[Collected data]

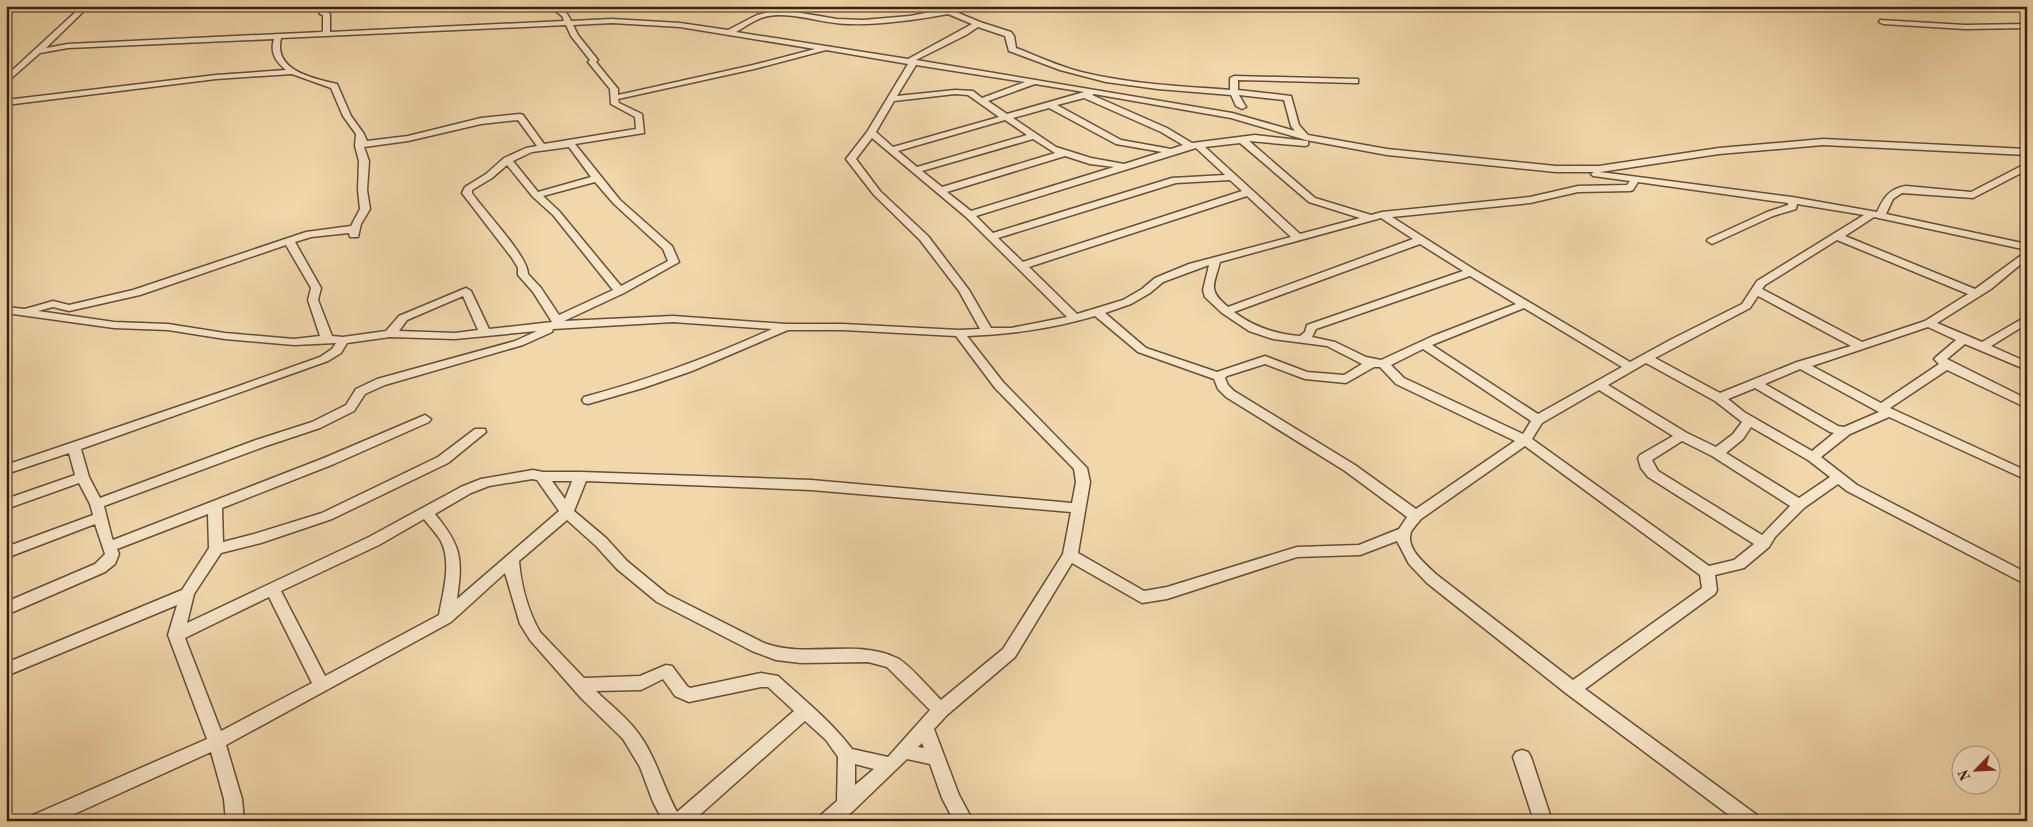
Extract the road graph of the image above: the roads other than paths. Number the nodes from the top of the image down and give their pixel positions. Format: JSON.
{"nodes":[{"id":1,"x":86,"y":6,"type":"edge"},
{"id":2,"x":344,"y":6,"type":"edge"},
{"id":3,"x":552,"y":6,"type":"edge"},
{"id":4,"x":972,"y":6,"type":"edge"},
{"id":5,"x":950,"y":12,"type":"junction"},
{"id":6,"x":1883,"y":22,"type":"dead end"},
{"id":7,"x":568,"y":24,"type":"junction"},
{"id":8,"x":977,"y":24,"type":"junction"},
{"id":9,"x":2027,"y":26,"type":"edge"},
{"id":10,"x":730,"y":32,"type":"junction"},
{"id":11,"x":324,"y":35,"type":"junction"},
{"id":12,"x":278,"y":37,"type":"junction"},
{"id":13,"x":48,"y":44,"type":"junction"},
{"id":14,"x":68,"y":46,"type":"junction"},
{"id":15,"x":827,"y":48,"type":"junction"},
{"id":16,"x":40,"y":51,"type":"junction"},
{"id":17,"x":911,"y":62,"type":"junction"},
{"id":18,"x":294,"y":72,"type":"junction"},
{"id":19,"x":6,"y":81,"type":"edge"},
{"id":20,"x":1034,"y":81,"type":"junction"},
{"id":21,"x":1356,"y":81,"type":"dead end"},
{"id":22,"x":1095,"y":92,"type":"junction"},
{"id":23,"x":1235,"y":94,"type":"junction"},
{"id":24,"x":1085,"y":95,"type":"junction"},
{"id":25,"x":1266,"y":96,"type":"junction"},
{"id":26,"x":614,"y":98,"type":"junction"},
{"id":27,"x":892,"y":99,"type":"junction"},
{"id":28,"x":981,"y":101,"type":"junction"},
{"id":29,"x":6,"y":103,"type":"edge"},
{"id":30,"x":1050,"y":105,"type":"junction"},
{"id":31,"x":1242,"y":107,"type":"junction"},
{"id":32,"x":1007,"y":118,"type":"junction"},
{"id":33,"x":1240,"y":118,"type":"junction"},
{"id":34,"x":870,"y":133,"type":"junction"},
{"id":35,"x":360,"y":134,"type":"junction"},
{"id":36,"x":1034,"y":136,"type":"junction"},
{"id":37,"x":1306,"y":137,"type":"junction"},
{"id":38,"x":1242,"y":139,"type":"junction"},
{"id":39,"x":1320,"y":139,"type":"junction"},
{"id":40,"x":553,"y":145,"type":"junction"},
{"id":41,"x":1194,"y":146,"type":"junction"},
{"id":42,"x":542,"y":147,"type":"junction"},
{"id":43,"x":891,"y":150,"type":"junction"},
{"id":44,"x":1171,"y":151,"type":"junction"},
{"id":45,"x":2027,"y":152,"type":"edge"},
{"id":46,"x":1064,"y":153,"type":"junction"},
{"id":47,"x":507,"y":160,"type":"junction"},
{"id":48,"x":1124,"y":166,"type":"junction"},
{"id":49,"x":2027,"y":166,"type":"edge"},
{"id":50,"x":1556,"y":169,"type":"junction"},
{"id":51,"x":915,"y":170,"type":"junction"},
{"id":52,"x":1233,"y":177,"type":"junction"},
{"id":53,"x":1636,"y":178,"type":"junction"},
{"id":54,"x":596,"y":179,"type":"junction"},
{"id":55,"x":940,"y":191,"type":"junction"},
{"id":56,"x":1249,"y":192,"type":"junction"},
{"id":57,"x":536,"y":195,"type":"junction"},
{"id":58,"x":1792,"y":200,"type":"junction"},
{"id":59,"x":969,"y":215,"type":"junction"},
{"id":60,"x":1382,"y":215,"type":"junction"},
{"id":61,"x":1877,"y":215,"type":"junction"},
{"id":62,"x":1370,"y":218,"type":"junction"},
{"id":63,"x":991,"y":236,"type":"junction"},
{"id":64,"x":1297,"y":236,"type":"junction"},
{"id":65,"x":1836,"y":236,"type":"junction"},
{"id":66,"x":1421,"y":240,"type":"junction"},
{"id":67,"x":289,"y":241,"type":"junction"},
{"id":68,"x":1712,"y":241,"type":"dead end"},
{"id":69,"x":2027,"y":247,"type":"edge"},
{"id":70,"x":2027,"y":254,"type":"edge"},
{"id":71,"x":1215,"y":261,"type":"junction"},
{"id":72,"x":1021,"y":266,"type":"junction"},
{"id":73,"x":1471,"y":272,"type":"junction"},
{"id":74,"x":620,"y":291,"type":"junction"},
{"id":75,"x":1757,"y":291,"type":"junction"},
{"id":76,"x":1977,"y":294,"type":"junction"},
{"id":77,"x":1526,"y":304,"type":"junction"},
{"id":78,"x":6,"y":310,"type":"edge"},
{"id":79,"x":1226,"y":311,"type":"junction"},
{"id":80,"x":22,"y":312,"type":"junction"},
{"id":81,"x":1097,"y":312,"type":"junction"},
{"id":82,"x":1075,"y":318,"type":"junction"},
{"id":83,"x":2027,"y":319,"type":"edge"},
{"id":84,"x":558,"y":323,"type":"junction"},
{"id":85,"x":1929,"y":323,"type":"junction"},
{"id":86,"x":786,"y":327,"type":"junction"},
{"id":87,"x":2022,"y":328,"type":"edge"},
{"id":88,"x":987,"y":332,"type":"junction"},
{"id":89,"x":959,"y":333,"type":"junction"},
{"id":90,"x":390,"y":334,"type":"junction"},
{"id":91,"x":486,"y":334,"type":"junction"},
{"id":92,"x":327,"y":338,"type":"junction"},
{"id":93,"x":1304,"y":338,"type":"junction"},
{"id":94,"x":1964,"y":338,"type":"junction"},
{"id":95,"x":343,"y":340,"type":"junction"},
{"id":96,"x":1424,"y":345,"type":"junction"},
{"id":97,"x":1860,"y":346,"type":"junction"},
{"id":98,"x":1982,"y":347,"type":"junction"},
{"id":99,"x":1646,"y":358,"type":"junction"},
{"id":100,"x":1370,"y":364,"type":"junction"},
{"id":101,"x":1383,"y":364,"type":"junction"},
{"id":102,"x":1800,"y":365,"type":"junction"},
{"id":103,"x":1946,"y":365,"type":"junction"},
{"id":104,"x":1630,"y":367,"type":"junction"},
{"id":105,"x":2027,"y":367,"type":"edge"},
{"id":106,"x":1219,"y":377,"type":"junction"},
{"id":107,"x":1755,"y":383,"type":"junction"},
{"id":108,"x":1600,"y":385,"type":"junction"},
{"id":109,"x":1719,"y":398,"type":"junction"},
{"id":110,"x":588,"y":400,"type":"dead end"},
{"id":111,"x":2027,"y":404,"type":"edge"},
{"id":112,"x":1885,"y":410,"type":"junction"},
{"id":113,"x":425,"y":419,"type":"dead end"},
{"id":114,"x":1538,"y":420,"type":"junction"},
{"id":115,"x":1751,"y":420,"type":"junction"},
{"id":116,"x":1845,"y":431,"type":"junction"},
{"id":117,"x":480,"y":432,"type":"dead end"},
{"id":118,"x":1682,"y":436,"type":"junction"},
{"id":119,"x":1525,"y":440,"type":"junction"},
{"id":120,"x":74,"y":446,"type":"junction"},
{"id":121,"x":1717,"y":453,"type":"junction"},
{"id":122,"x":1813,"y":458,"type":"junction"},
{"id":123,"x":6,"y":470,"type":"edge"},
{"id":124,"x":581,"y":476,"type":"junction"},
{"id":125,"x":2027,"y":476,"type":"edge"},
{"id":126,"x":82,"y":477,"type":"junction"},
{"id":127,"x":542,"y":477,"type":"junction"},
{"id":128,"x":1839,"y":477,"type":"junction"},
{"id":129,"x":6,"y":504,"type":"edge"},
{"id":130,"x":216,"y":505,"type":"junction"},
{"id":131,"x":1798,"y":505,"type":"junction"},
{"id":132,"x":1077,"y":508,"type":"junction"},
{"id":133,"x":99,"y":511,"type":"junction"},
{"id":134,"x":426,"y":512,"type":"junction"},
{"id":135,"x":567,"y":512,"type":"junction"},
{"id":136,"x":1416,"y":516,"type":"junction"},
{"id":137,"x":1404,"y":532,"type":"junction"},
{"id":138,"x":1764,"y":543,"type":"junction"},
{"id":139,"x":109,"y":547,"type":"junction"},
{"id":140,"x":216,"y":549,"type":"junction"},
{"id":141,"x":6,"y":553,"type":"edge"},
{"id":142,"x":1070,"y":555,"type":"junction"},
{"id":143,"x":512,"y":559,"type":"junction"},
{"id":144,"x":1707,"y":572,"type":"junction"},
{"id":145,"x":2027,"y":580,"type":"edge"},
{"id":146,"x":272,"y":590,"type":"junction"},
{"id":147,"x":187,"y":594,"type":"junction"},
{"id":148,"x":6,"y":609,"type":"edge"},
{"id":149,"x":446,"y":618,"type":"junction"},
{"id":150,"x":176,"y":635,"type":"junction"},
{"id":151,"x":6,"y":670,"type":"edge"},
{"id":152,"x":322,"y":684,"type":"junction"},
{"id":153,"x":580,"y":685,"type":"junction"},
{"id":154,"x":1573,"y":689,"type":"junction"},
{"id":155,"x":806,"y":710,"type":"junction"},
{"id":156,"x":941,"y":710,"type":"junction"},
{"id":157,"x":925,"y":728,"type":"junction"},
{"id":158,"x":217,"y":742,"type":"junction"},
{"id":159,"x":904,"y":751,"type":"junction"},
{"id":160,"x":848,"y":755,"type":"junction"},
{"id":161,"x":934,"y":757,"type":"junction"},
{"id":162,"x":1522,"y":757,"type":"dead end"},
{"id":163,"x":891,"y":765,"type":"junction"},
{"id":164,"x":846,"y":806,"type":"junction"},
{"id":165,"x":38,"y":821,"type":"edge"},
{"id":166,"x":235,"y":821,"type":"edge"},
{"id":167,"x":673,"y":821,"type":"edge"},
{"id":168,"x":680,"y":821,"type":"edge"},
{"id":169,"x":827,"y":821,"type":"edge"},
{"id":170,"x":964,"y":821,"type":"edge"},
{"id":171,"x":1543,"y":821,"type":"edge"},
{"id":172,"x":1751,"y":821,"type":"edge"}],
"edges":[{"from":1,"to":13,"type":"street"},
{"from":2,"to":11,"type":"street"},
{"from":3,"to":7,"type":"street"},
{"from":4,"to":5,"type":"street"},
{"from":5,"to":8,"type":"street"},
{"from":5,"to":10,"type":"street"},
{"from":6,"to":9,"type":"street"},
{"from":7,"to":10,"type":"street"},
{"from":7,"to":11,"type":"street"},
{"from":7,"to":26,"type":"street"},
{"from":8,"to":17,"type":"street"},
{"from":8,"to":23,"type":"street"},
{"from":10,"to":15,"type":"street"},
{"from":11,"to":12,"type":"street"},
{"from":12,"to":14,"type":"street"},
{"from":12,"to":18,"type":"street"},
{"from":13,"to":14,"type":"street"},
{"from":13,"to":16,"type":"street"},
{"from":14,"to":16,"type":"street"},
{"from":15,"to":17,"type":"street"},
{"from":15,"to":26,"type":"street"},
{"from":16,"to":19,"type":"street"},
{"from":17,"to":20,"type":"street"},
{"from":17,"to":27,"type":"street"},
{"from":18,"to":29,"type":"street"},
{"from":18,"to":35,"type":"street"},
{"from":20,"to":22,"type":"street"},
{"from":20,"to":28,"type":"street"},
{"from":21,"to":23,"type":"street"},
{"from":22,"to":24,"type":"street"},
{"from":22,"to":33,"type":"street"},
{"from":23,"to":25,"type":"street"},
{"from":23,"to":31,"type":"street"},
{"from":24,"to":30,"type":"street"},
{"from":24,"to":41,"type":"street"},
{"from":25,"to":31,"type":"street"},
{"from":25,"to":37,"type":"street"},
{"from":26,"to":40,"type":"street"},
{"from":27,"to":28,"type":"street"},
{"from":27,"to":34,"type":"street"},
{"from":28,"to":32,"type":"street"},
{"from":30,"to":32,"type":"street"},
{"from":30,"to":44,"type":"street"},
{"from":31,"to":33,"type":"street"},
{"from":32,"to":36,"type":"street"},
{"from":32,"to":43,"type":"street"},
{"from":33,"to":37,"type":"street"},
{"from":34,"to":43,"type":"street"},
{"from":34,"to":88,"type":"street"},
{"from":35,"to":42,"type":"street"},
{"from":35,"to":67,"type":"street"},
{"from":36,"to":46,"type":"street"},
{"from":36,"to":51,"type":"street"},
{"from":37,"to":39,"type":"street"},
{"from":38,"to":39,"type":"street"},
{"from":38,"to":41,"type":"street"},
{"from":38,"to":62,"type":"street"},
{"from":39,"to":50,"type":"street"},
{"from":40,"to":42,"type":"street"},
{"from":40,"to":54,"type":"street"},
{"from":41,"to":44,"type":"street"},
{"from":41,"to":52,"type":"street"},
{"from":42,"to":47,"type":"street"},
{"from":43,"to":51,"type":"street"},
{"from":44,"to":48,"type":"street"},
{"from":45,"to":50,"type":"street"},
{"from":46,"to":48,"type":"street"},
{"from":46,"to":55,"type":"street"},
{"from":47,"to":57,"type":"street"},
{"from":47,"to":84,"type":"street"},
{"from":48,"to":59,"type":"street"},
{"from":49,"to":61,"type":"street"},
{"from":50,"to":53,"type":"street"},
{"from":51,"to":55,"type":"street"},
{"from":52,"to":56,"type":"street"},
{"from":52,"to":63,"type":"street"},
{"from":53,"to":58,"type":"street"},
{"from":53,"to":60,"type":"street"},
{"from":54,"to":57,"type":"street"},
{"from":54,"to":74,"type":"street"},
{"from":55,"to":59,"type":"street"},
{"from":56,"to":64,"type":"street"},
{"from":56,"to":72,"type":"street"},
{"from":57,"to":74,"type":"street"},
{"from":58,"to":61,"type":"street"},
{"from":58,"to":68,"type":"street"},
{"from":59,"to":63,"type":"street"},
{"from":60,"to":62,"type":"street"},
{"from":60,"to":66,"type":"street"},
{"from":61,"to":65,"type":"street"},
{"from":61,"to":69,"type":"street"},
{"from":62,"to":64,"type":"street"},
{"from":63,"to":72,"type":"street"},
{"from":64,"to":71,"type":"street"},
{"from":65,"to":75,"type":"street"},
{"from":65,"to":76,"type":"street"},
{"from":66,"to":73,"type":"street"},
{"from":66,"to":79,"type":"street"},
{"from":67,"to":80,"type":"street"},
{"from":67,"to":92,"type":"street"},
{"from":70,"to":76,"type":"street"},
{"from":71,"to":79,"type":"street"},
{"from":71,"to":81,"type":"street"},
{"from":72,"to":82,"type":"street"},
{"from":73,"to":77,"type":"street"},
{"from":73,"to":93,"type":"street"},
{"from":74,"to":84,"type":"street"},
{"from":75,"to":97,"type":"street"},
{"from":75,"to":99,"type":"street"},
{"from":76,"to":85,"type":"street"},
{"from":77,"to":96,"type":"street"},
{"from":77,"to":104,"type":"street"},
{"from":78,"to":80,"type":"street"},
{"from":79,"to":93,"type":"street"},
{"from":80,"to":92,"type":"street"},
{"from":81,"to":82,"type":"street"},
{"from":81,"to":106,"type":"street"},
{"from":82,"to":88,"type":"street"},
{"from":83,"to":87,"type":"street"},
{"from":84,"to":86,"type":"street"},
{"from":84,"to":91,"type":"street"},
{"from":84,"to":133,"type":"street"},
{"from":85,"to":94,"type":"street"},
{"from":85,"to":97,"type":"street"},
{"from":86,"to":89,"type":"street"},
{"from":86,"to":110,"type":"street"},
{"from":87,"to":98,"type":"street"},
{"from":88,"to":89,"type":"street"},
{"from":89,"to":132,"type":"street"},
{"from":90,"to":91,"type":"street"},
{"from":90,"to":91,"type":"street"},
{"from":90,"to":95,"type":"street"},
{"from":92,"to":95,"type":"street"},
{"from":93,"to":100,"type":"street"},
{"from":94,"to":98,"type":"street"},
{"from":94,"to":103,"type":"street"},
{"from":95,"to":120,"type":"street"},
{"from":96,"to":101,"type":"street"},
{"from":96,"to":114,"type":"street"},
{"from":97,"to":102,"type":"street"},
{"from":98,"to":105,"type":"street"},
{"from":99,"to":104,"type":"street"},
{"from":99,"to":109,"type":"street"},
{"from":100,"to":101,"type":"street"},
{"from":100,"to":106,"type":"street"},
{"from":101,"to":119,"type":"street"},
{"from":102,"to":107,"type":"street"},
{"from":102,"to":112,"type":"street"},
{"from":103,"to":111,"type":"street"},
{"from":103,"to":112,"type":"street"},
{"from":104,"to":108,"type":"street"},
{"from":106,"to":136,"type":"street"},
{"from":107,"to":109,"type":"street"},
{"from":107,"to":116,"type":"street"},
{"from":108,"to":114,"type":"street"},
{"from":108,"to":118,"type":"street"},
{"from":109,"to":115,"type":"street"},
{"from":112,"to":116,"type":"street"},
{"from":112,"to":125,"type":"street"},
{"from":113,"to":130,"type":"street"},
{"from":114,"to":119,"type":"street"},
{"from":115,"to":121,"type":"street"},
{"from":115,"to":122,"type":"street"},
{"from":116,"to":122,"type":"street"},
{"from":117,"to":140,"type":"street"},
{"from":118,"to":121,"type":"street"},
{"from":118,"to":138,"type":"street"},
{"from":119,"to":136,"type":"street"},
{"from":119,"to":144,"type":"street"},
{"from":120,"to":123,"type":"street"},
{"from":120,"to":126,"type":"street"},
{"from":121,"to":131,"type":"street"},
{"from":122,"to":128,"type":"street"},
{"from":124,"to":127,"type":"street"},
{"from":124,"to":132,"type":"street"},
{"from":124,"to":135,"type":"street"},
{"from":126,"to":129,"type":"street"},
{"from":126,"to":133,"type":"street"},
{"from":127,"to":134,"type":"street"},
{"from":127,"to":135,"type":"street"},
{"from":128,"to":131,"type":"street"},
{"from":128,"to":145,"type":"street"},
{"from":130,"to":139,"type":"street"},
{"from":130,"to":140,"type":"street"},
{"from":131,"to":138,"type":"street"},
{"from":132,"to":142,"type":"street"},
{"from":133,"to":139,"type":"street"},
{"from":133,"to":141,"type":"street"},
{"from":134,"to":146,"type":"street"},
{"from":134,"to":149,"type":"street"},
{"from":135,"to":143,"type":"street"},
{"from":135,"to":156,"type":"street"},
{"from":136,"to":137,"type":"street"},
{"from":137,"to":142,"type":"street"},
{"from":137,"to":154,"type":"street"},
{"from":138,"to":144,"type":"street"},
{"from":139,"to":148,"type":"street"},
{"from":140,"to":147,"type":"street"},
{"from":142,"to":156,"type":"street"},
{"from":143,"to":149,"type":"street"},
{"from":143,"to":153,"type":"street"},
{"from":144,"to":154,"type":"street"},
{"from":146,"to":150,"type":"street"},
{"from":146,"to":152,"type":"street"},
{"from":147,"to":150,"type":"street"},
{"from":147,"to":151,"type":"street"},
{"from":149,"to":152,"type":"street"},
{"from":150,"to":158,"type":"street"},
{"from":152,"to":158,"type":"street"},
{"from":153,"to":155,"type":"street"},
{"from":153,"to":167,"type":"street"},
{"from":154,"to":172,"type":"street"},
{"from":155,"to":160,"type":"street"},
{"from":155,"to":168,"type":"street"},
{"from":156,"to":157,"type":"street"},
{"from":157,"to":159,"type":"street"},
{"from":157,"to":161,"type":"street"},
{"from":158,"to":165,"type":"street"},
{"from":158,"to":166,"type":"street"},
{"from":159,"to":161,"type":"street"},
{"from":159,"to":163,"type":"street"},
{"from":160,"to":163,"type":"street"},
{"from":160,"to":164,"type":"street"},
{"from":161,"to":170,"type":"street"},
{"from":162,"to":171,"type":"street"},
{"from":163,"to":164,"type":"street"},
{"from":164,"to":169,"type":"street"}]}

### Work to complete
Only a number is wanted here: how many lines of the data hold the string "nodes".

### Solution
2